Exercise materials section start

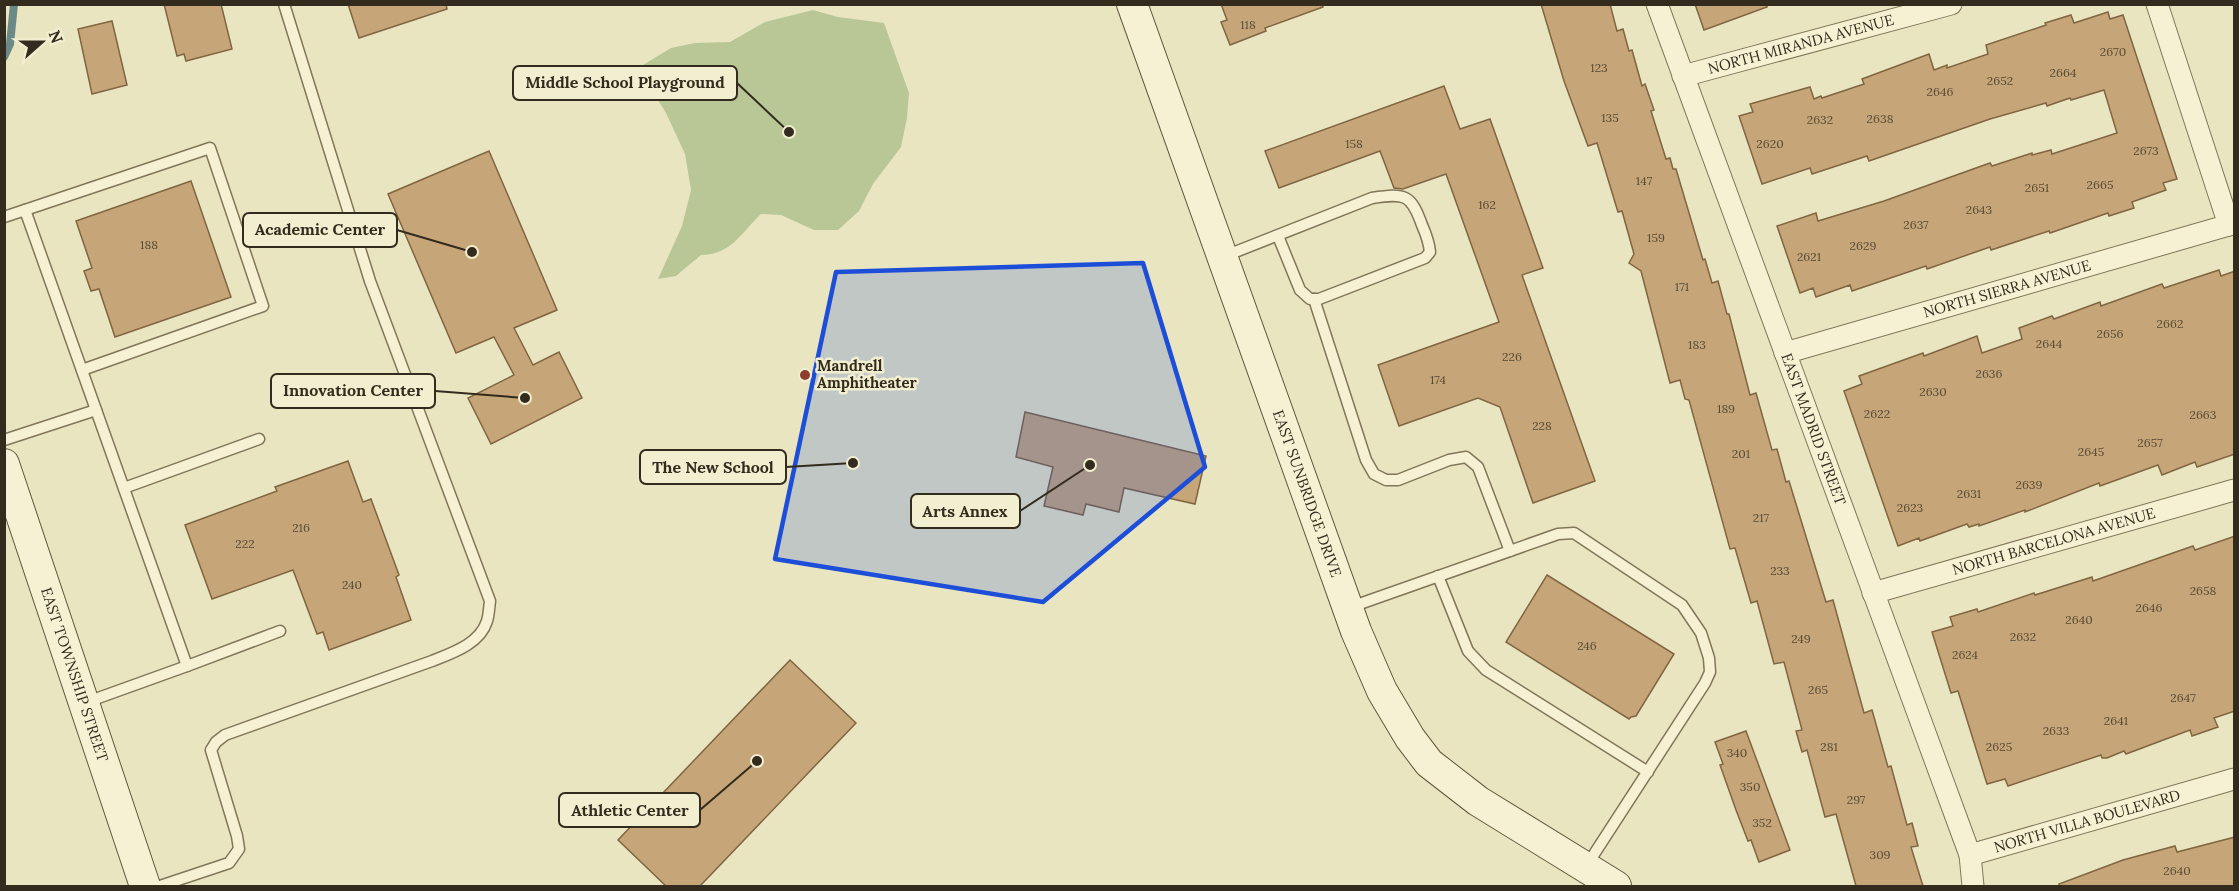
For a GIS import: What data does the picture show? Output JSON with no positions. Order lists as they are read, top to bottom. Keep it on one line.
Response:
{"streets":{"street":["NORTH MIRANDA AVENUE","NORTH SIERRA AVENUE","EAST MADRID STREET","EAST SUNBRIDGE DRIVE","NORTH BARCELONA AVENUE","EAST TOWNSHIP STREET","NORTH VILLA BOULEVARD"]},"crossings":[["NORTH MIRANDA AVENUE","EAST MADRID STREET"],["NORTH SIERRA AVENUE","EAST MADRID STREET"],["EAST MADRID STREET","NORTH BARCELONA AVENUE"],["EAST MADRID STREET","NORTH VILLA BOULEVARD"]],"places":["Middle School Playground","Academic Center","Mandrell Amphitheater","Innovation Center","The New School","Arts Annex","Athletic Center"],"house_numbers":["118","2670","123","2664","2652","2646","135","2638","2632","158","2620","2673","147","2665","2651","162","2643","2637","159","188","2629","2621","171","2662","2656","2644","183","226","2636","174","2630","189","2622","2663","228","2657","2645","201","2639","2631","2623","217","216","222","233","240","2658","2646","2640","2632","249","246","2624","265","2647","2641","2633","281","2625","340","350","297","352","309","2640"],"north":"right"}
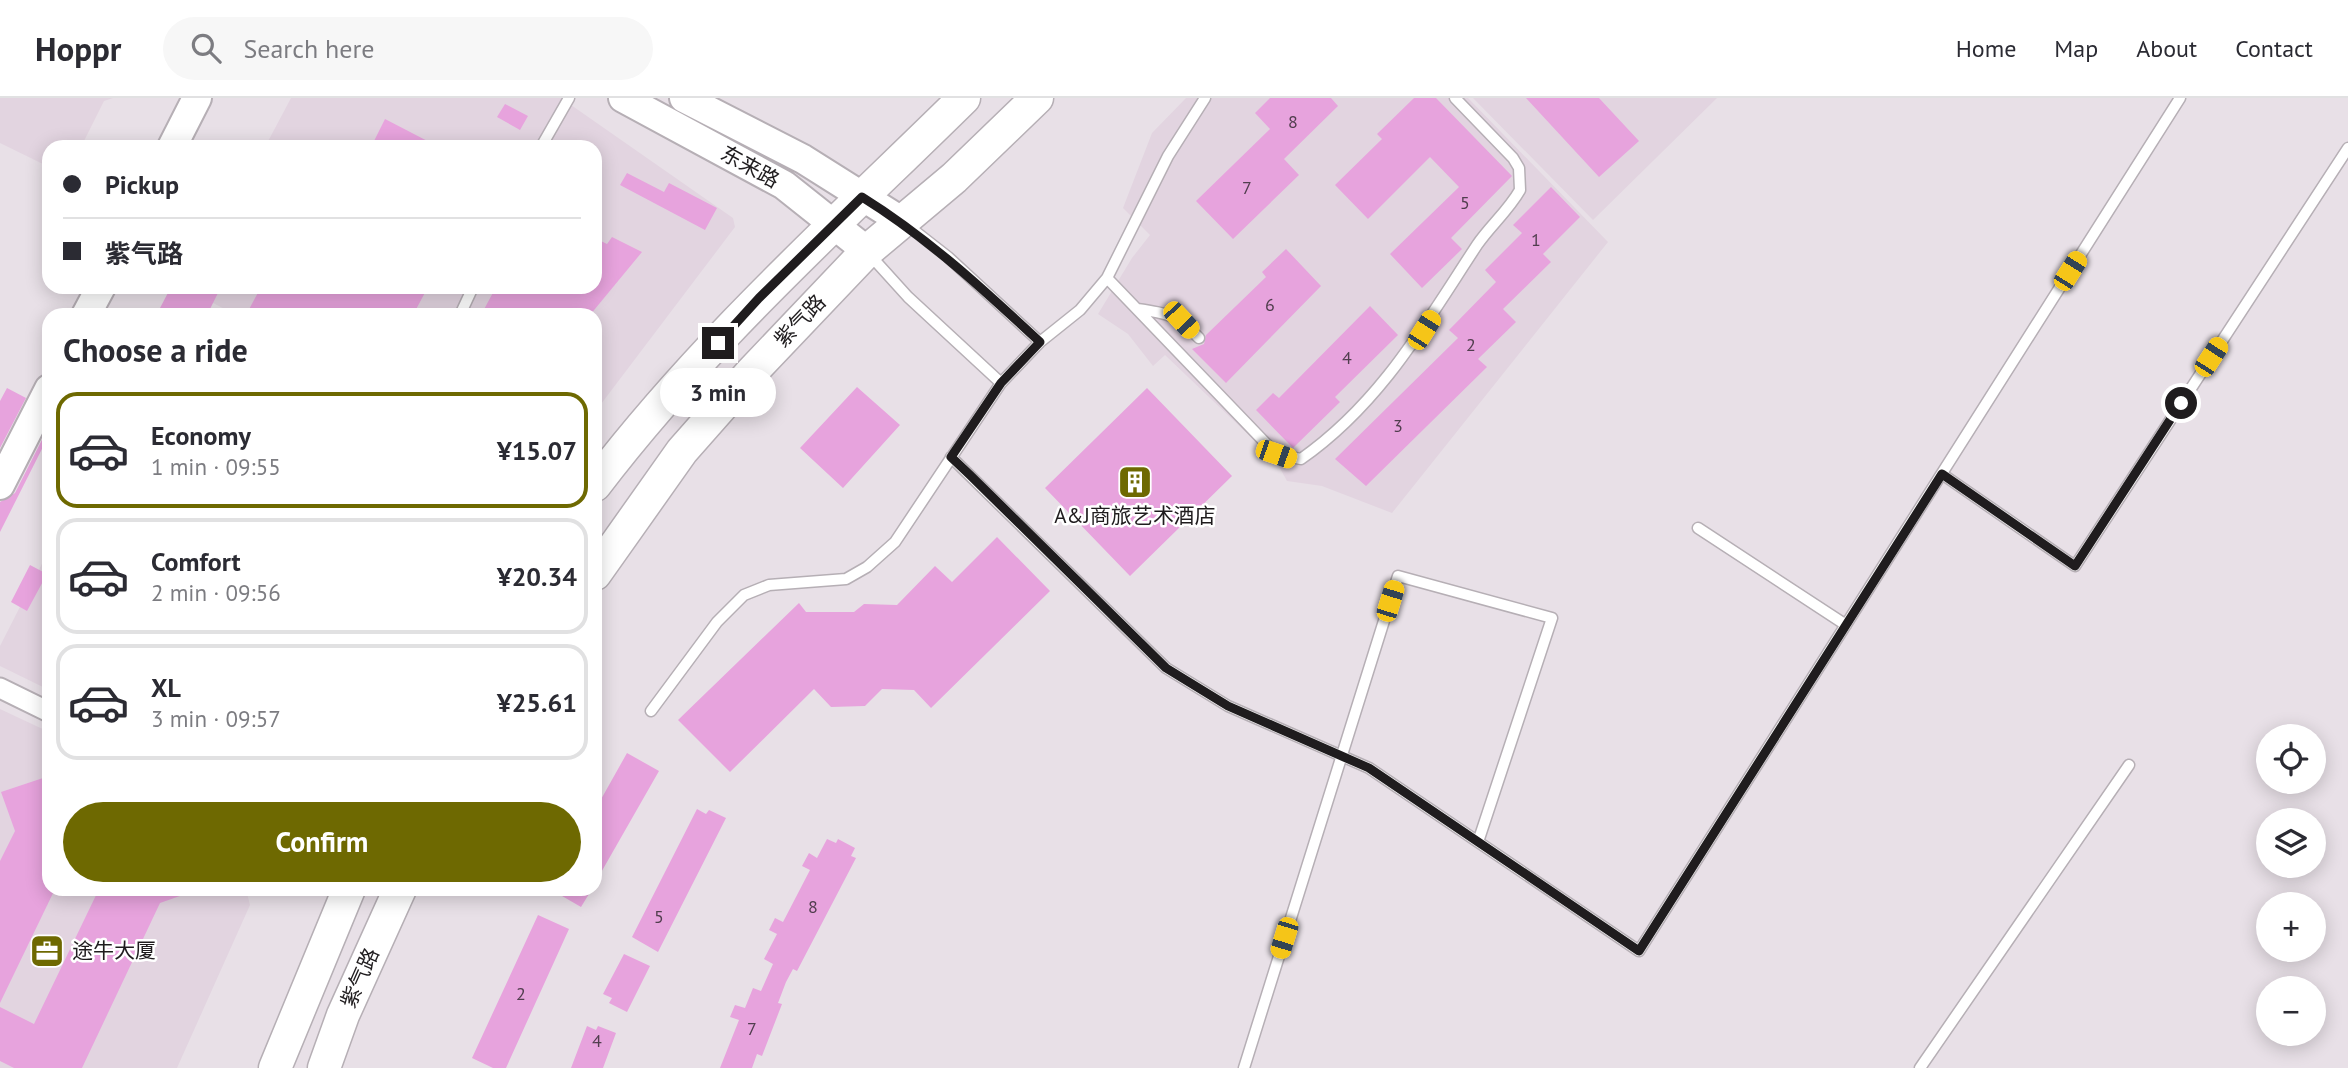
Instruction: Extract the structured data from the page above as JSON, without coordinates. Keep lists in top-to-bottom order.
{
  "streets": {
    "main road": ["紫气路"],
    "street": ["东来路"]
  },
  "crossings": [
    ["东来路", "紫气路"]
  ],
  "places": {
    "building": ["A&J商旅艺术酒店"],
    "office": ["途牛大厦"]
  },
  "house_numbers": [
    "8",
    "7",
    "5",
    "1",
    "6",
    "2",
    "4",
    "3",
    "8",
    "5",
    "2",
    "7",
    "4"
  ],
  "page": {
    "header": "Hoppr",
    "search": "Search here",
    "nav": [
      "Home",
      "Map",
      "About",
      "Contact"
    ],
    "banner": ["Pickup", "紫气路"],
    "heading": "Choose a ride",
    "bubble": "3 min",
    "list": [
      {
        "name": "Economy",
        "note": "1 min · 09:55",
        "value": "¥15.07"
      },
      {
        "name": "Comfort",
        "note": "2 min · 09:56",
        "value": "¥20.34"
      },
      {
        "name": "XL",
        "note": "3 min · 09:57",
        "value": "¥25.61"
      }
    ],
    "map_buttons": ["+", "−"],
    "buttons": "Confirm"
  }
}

Exercise materials section end

■ Aim of the task: Your task is to copy every line in the entries that holds the string "JSON".

■ Solution below:
For a GIS import: What data does the picture show? Output JSON with no positions. Order lists as they are read, top to bottom. Keep it on one line.
Instruction: Extract the structured data from the page above as JSON, without coordinates. Keep lists in top-to-bottom order.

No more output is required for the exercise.